Differently to marine bivalves, little is known about bacterial diseases of this group of molluscs. All the reports present in literature still are uncertain about their role as pathogens/symbionts. In general, the importance of bacteria as etiological agent of diseases in marine bivalves is mostly reported in intensively cultured species. Previous studies from Jenkinson and Ahlstedt (1987) reported die-offs of unionids from the Tennessee River in the years 1985-1986 and observed the presence of different species of bacteria in the connective tissue and in the digestive gland of affected mussels, but related to scarce haemocytosis.
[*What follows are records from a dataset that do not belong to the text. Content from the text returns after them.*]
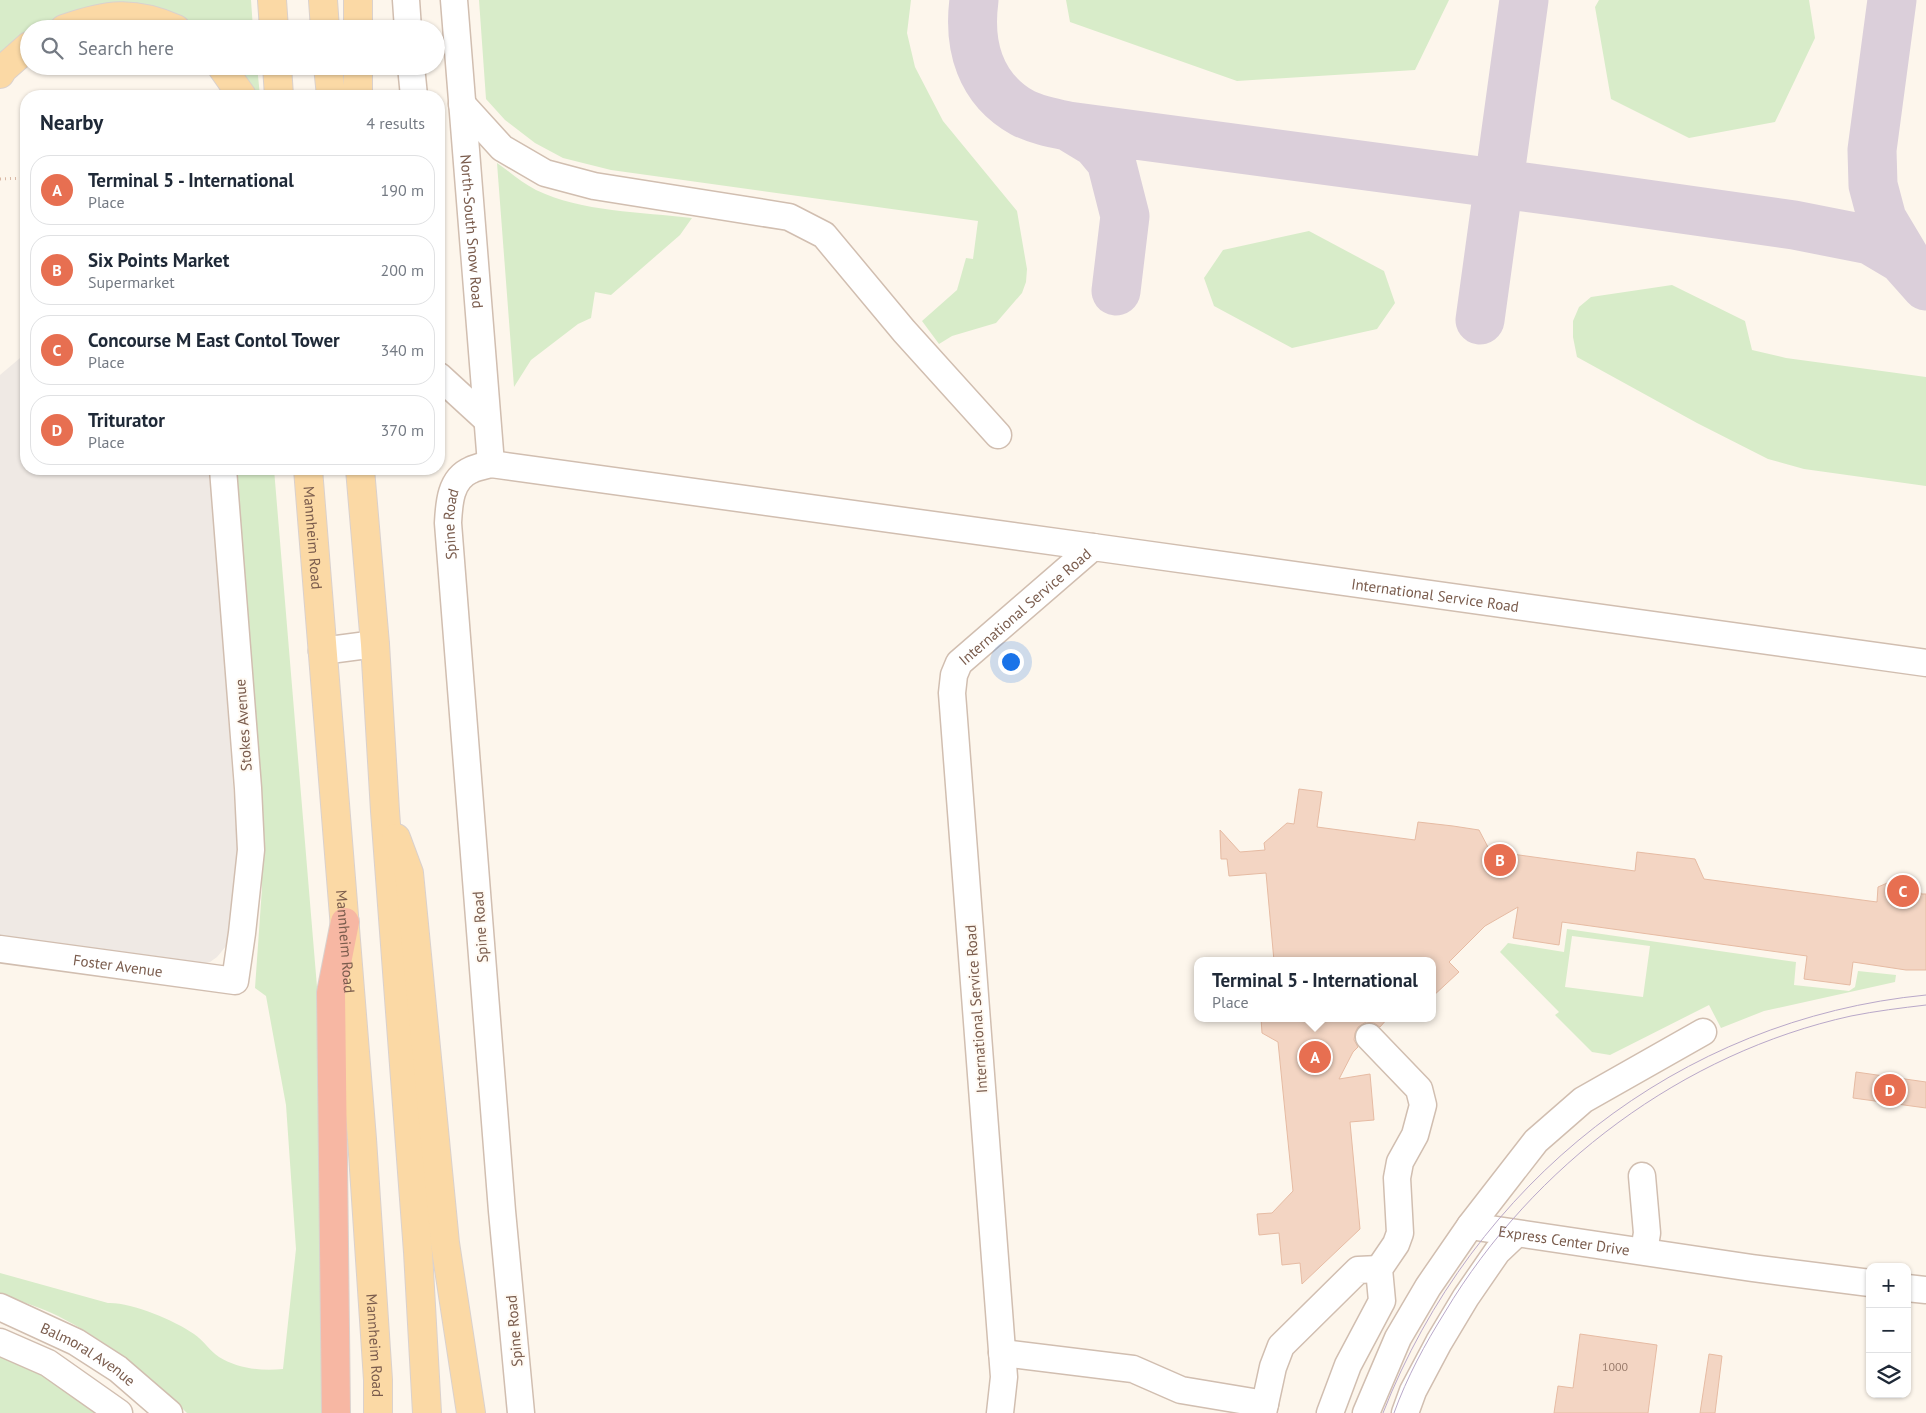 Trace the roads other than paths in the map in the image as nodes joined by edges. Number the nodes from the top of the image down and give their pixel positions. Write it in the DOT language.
graph roads {
  1 [pos="272,0"];
  2 [pos="323,0"];
  3 [pos="358,0"];
  4 [pos="406,0"];
  5 [pos="454,0"];
  6 [pos="89,20"];
  7 [pos="150,20"];
  8 [pos="273,20"];
  9 [pos="324,20"];
  10 [pos="358,20"];
  11 [pos="407,20"];
  12 [pos="20,54"];
  13 [pos="0,74"];
  14 [pos="227,75"];
  15 [pos="278,75"];
  16 [pos="329,75"];
  17 [pos="358,75"];
  18 [pos="412,75"];
  19 [pos="238,90"];
  20 [pos="279,90"];
  21 [pos="330,90"];
  22 [pos="358,90"];
  23 [pos="413,90"];
  24 [pos="462,104"];
  25 [pos="445,382"];
  26 [pos="487,420"];
  27 [pos="998,435"];
  28 [pos="491,464"];
  29 [pos="223,475"];
  30 [pos="296,475"];
  31 [pos="309,475"];
  32 [pos="361,475"];
  33 [pos="313,523"];
  34 [pos="1093,548"];
  35 [pos="375,644"];
  36 [pos="322,651"];
  37 [pos="1926,663"];
  38 [pos="385,811"];
  39 [pos="345,922"];
  40 [pos="0,948"];
  41 [pos="235,981"];
  42 [pos="1703,1032"];
  43 [pos="1369,1037"];
  44 [pos="1642,1176"];
  45 [pos="1470,1226"];
  46 [pos="1516,1234"];
  47 [pos="1644,1251"];
  48 [pos="1380,1269"];
  49 [pos="1866,1282"];
  50 [pos="1911,1288"];
  51 [pos="1926,1290"];
  52 [pos="0,1307"];
  53 [pos="0,1342"];
  54 [pos="1002,1353"];
  55 [pos="1264,1408"];
  56 [pos="119,1413"];
  57 [pos="170,1413"];
  58 [pos="336,1413"];
  59 [pos="378,1413"];
  60 [pos="427,1413"];
  61 [pos="471,1413"];
  62 [pos="521,1413"];
  63 [pos="1000,1413"];
  64 [pos="1330,1413"];
  65 [pos="1366,1413"];
  66 [pos="1405,1413"];
  1 -- 8 [label="main road"];
  2 -- 9 [label="main road"];
  3 -- 10 [label="main road"];
  4 -- 11 [label="street"];
  5 -- 24 [label="street, North-South Snow Road"];
  6 -- 7 [label="main road"];
  12 -- 13 [label="main road"];
  14 -- 19 [label="main road"];
  15 -- 20 [label="main road"];
  16 -- 21 [label="main road"];
  17 -- 22 [label="main road"];
  18 -- 23 [label="street"];
  24 -- 26 [label="street, North-South Snow Road"];
  24 -- 27 [label="street"];
  25 -- 26 [label="street"];
  26 -- 28 [label="street, North-South Snow Road"];
  28 -- 34 [label="street"];
  28 -- 62 [label="street, Spine Road"];
  29 -- 41 [label="street, Stokes Avenue"];
  30 -- 33 [label="main road"];
  31 -- 33 [label="main road, Mannheim Road"];
  32 -- 35 [label="main road"];
  33 -- 36 [label="main road, Mannheim Road"];
  34 -- 37 [label="street, International Service Road"];
  34 -- 54 [label="street, International Service Road"];
  35 -- 36 [label="street"];
  35 -- 38 [label="main road"];
  36 -- 39 [label="main road, Mannheim Road"];
  38 -- 60 [label="main road"];
  38 -- 61 [label="main road"];
  39 -- 58 [label="highway"];
  39 -- 59 [label="main road, Mannheim Road"];
  40 -- 41 [label="street, Foster Avenue"];
  42 -- 45 [label="street"];
  43 -- 48 [label="street"];
  44 -- 47 [label="street"];
  45 -- 46 [label="street, Express Center Drive"];
  45 -- 65 [label="street"];
  46 -- 47 [label="street, Express Center Drive"];
  46 -- 66 [label="street"];
  47 -- 49 [label="street, Express Center Drive"];
  48 -- 55 [label="street"];
  48 -- 64 [label="street"];
  50 -- 51 [label="street"];
  52 -- 57 [label="street, Balmoral Avenue"];
  53 -- 56 [label="street, Balmoral Avenue"];
  54 -- 55 [label="street"];
  54 -- 63 [label="street, International Service Road"];
}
About protozoan reports, in unionids the most common group reported belong to the genus Conchophthirus spp. (family Conchophthiridae). Species of this genus are only found in freshwater bivalves, and are among the most common organisms in this animal group. The body of these ciliates is flattened, elliptical in profile, with the mouth near the middle of the body (Fenchel, 1965; Antipa and Small, 1971a; Figure 1F). They have dense cilia over their entire surface and an average length of about 100 μm. Conchophthirus spp. move within the mantle cavity and are not firmly attached to the host. The reported species by Kelly (1899) are Conchophthirus anodontae and Conchophthirus curtus were of 30 of the 44 species of unionids examined from Illinois and Pennsylvania.
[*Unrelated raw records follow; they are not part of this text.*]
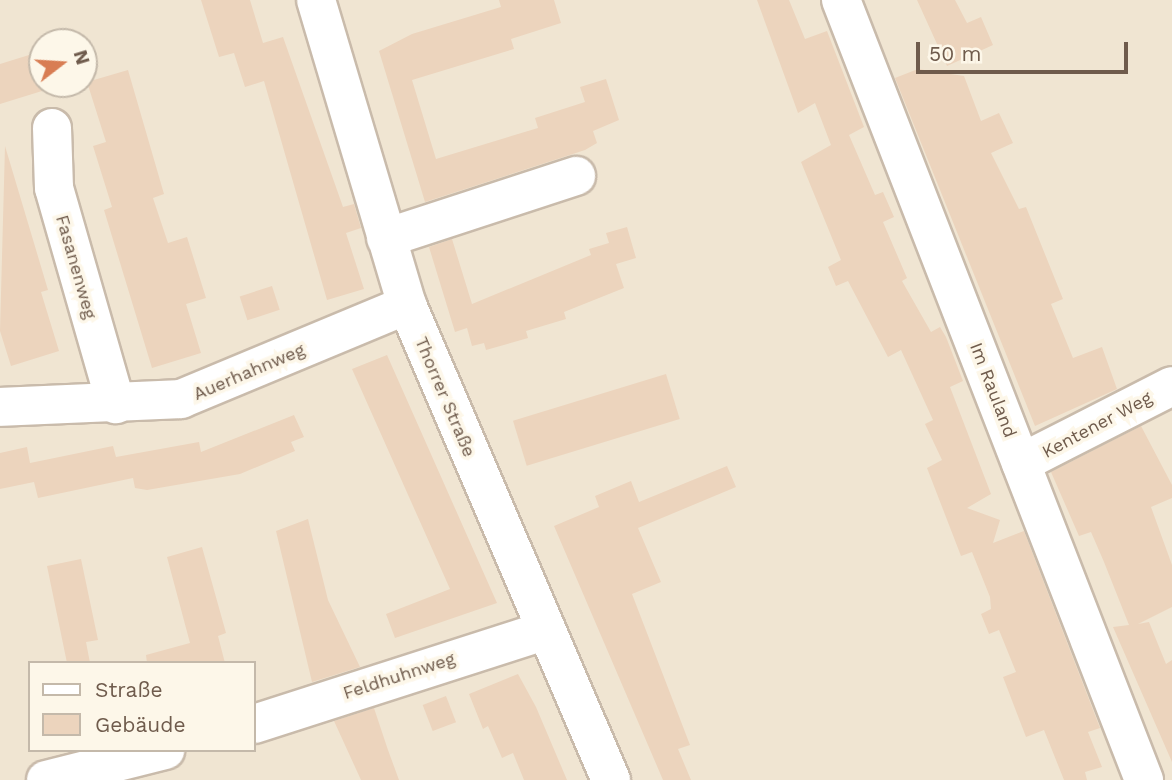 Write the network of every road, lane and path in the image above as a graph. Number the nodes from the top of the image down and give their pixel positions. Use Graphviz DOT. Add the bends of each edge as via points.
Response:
graph roads {
  1 [pos="316,0"];
  2 [pos="841,0"];
  3 [pos="52,128"];
  4 [pos="576,176"];
  5 [pos="386,238"];
  6 [pos="407,305"];
  7 [pos="1172,386"];
  8 [pos="116,404"];
  9 [pos="0,407"];
  10 [pos="1021,463"];
  11 [pos="546,630"];
  12 [pos="256,723"];
  13 [pos="157,752"];
  14 [pos="46,780"];
  15 [pos="611,780"];
  16 [pos="1144,780"];
  1 -- 5 [label="street, Thorrer Straße"];
  2 -- 10 [label="street, Im Rauland"];
  3 -- 8 [label="street, Fasanenweg" via="54,188"];
  4 -- 5 [label="street"];
  5 -- 6 [label="street, Thorrer Straße"];
  6 -- 8 [label="street, Auerhahnweg" via="213,391"];
  6 -- 11 [label="street, Thorrer Straße"];
  7 -- 10 [label="street, Kentener Weg"];
  8 -- 9 [label="street, Auerhahnweg"];
  10 -- 16 [label="street, Im Rauland"];
  11 -- 12 [label="street, Feldhuhnweg"];
  11 -- 15 [label="street, Thorrer Straße"];
  13 -- 14 [label="street"];
}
Antipa and Small (1971b) described the presence of the ciliate Heterocinetopsis unionidarum (Ancistrocomidae) in 2 of the 4 species of mussels examined in the one locality where it occurred. Parasitized unionids like Anodonta grandis and Lasmigona complanata didn't show specific harmful effects from this protozoa, present at the gills and palps. Other reported ciliates belong to the genus Tricodina. This genus and related genera (Peritrichia: Trichodinidae) include numerous species reported as fish and marine bivalve parasites, but a few species are found in unionids. Trichodina unionis is found in the mantle cavity of Anodonta cygnea and Unio spp. in Europe (Fenchel, 1965). Prevalence approaches 100% in some populations but with only about 10 per host. Diameter of T. unionis is about 70–100 μm (Raabe and Raabe, 1961; Fenchel, 1965). The most common location of this organism is on the labial palps, and less often the gills (Raabe and Raabe, 1961). Trichodina sp. was observed in unionids collected in Illinois (Antipa and Small, 1971b) and North Carolina (Chittick et al., 2001). Histological examination did not reveal lesions associated with Trichodina sp. (Chittick et al., 2001). Other ciliates of unionids are the scyphidiid peritrich Mantoscyphidia sp., and low numbers of a scuticociliatid ciliate on the gills of Elliptio complanata in North Carolina (Chittick et al., 2001).
Among Metazoan parasites, larvae of nematodes belong to the genus Hysterothylacium (Nematoda, Anisakidae) parasitizing the pericardial cavity of Diplodon suavidicus from the Amazon basin (Brazil) were reported by Lopes et al. (2011), but no lesions pathogen-specific are described.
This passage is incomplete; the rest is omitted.